▶ _WHAT YOU SHOULD DO_: I'd like the entries that follow repeated exactly, with the pictures left out.

━━ DATA TO USE

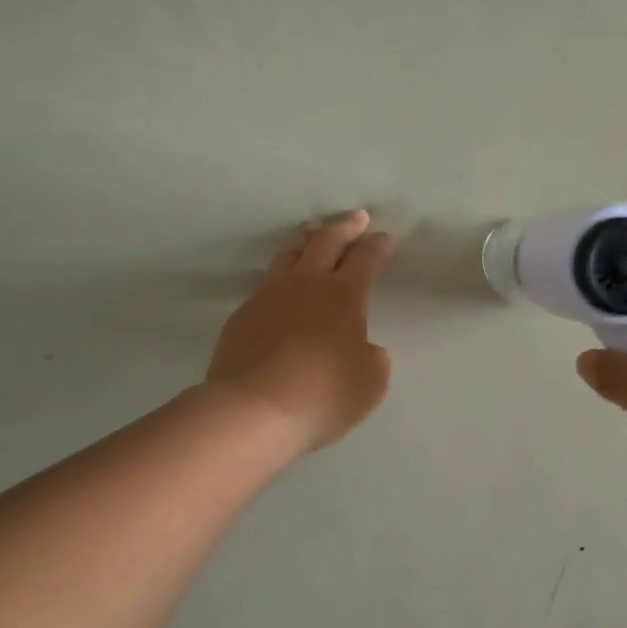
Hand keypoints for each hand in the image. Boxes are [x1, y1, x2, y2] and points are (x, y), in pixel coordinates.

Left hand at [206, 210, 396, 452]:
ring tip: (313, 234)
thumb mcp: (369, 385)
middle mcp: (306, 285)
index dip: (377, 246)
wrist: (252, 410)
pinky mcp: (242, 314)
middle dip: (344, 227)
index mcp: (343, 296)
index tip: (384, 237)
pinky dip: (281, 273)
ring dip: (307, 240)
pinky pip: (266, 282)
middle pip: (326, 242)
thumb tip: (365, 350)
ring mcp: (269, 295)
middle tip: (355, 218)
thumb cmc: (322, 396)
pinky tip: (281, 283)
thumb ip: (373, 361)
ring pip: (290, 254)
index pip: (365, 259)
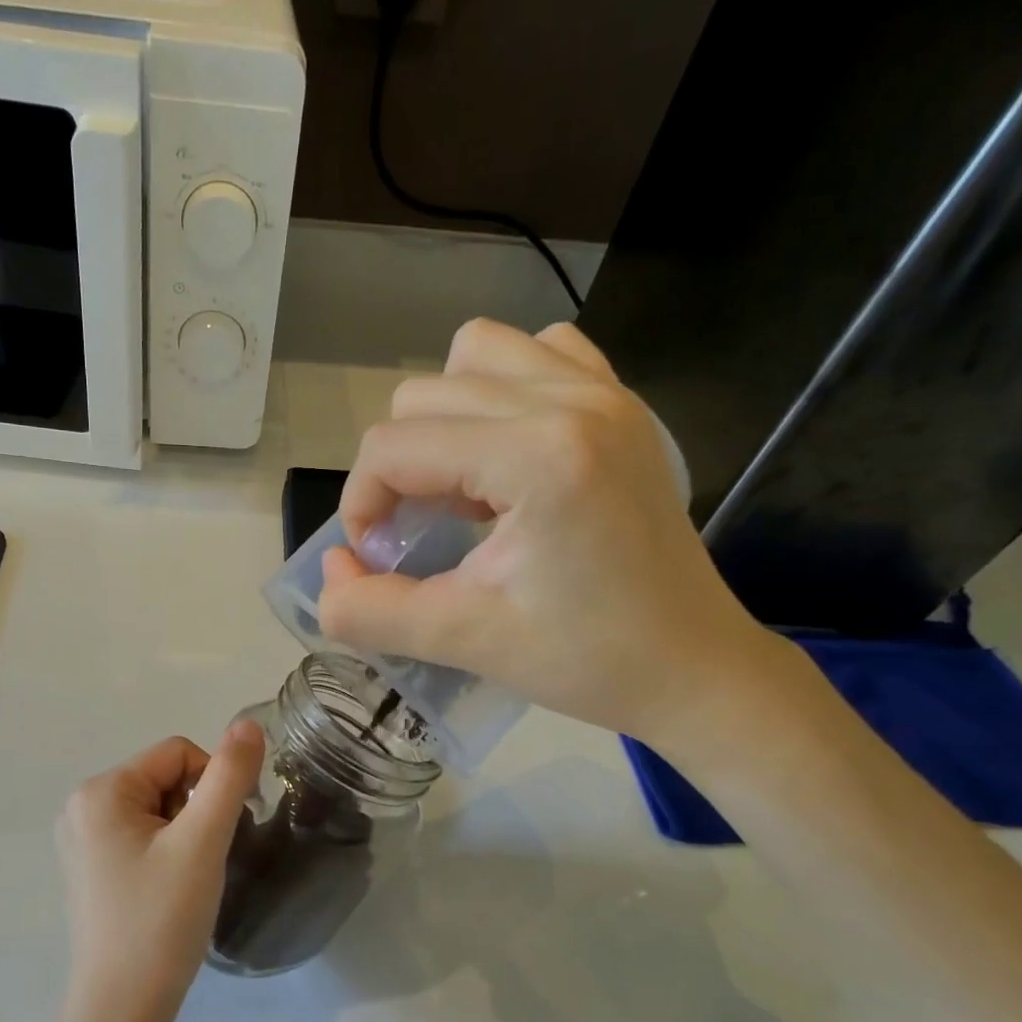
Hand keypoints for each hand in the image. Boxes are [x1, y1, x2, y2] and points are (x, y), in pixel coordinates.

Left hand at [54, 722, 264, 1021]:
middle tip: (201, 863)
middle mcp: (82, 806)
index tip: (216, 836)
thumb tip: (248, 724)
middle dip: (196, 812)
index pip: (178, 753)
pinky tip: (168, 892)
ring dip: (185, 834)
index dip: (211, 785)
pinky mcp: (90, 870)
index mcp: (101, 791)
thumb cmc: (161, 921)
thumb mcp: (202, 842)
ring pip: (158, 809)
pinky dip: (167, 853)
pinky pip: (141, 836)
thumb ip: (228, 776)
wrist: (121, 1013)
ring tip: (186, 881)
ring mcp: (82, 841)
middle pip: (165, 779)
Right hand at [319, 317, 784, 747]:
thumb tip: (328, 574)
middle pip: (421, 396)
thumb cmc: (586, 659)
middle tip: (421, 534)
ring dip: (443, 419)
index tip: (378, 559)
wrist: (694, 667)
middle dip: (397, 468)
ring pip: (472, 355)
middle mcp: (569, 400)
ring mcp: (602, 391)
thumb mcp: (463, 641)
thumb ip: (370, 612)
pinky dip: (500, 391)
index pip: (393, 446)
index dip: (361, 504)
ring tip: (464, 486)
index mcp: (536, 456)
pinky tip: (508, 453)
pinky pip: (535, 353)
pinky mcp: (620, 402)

━━━━

▶ _WRITTEN SOLUTION_:
Hand keypoints for each hand in the image. Boxes are [x1, y1, x2, y2] and points are (x, y), in pixel coordinates.

Left hand at [206, 210, 396, 452]:
ring tip: (313, 234)
thumb mcp: (369, 385)
middle mcp: (306, 285)
index dip: (377, 246)
wrist: (252, 410)
pinky mcp: (242, 314)
middle dip: (344, 227)
index mcp: (343, 296)
index tip: (384, 237)
pinky dip: (281, 273)
ring dip: (307, 240)
pinky pip: (266, 282)
middle pip: (326, 242)
thumb tip: (365, 350)
ring mcp: (269, 295)
middle tip: (355, 218)
thumb cmc: (322, 396)
pinky tip: (281, 283)
thumb ip: (373, 361)
ring pip: (290, 254)
index pip: (365, 259)
Hand keypoints for each hand in the image. Boxes are [x1, y1, x2, y2] and points are (x, y), in pixel coordinates.

Left hand at [54, 722, 264, 1021]:
middle tip: (201, 863)
middle mcp: (82, 806)
index tip: (216, 836)
thumb tip: (248, 724)
middle dip: (196, 812)
index pip: (178, 753)
pinky tip: (168, 892)
ring dip: (185, 834)
index dip: (211, 785)
pinky mcp: (90, 870)
index mcp: (101, 791)
thumb cmc: (161, 921)
thumb mcp: (202, 842)
ring pip: (158, 809)
pinky dip: (167, 853)
pinky pip: (141, 836)
thumb ip: (228, 776)
wrist: (121, 1013)
ring tip: (186, 881)
ring mcp: (82, 841)
middle pip: (165, 779)
Right hand at [319, 317, 784, 747]:
thumb tip: (328, 574)
middle pip: (421, 396)
thumb cmc: (586, 659)
middle tip: (421, 534)
ring dip: (443, 419)
index tip: (378, 559)
wrist: (694, 667)
middle dip: (397, 468)
ring pip: (472, 355)
middle mcp: (569, 400)
ring mcp: (602, 391)
thumb mcp: (463, 641)
thumb ip: (370, 612)
pinky dip: (500, 391)
index pip: (393, 446)
index dip: (361, 504)
ring tip: (464, 486)
index mcp: (536, 456)
pinky tip: (508, 453)
pinky pip: (535, 353)
pinky mcp: (620, 402)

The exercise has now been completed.